What you need to do — Leave no picture in, and give every entry again exactly.

(Collected data)
╔══

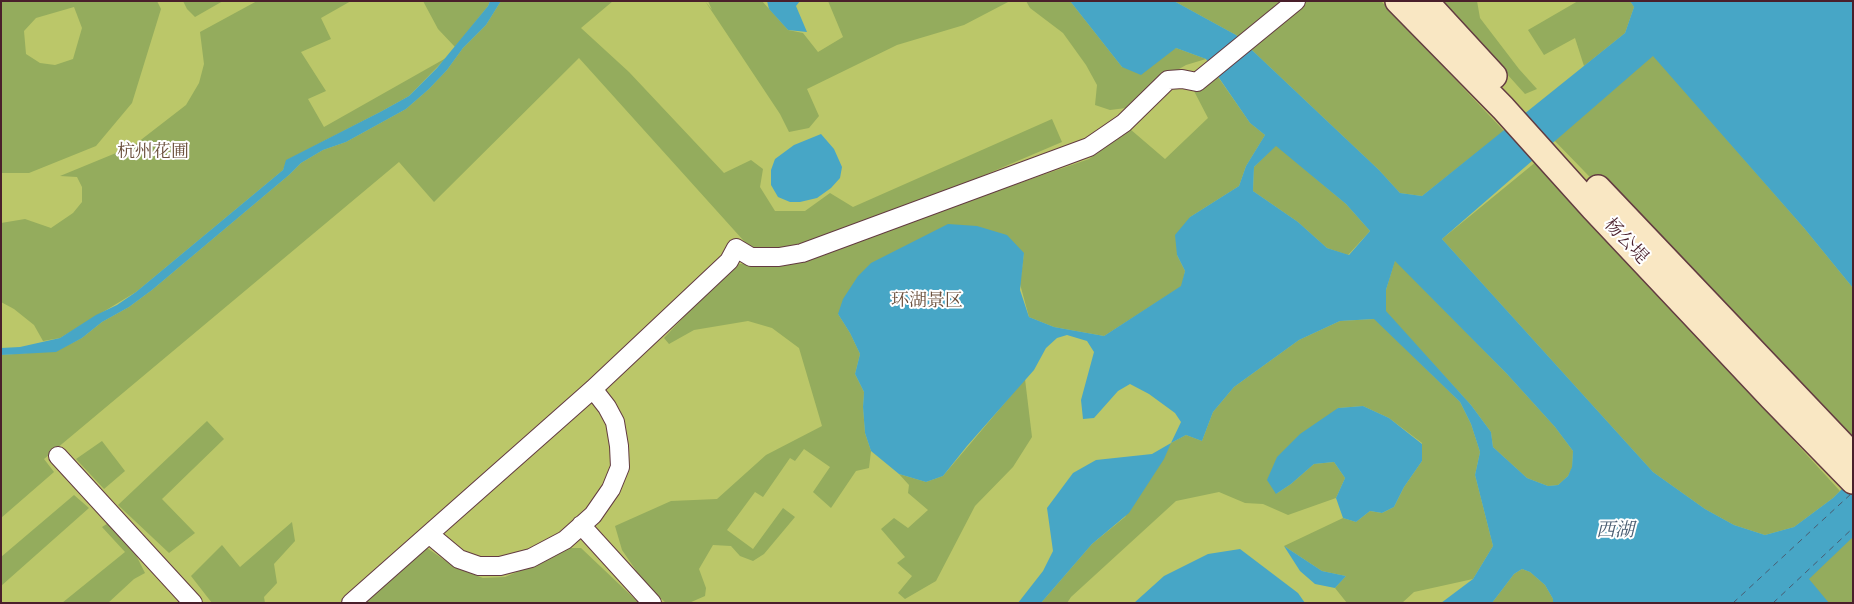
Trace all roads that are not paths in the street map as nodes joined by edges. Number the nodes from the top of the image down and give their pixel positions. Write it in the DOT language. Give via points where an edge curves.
graph roads {
  1 [pos="1296,1"];
  2 [pos="1398,1"];
  3 [pos="1425,1"];
  4 [pos="1508,103"];
  5 [pos="593,389"];
  6 [pos="58,456"];
  7 [pos="1848,468"];
  8 [pos="581,525"];
  9 [pos="428,534"];
  10 [pos="193,603"];
  11 [pos="351,603"];
  12 [pos="652,603"];
  1 -- 5 [label="street" via="1197,82 1168,80 1124,124 1089,148 818,248 779,257 752,257 736,248 729,261"];
  2 -- 4 [label="main road, 杨公堤"];
  3 -- 4 [label="main road, 杨公堤"];
  4 -- 7 [label="main road, 杨公堤"];
  5 -- 8 [label="street" via="615,422 620,467 611,489 593,515"];
  5 -- 9 [label="street"];
  6 -- 10 [label="street"];
  8 -- 9 [label="street" via="565,540 531,558 500,566 479,566 459,559"];
  8 -- 12 [label="street"];
  9 -- 11 [label="street"];
}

╚══

Output for this exercise —
Trace all roads that are not paths in the street map as nodes joined by edges. Number the nodes from the top of the image down and give their pixel positions. Write it in the DOT language. Give via points where an edge curves.
graph roads {
  1 [pos="1296,1"];
  2 [pos="1398,1"];
  3 [pos="1425,1"];
  4 [pos="1508,103"];
  5 [pos="593,389"];
  6 [pos="58,456"];
  7 [pos="1848,468"];
  8 [pos="581,525"];
  9 [pos="428,534"];
  10 [pos="193,603"];
  11 [pos="351,603"];
  12 [pos="652,603"];
  1 -- 5 [label="street" via="1197,82 1168,80 1124,124 1089,148 818,248 779,257 752,257 736,248 729,261"];
  2 -- 4 [label="main road, 杨公堤"];
  3 -- 4 [label="main road, 杨公堤"];
  4 -- 7 [label="main road, 杨公堤"];
  5 -- 8 [label="street" via="615,422 620,467 611,489 593,515"];
  5 -- 9 [label="street"];
  6 -- 10 [label="street"];
  8 -- 9 [label="street" via="565,540 531,558 500,566 479,566 459,559"];
  8 -- 12 [label="street"];
  9 -- 11 [label="street"];
}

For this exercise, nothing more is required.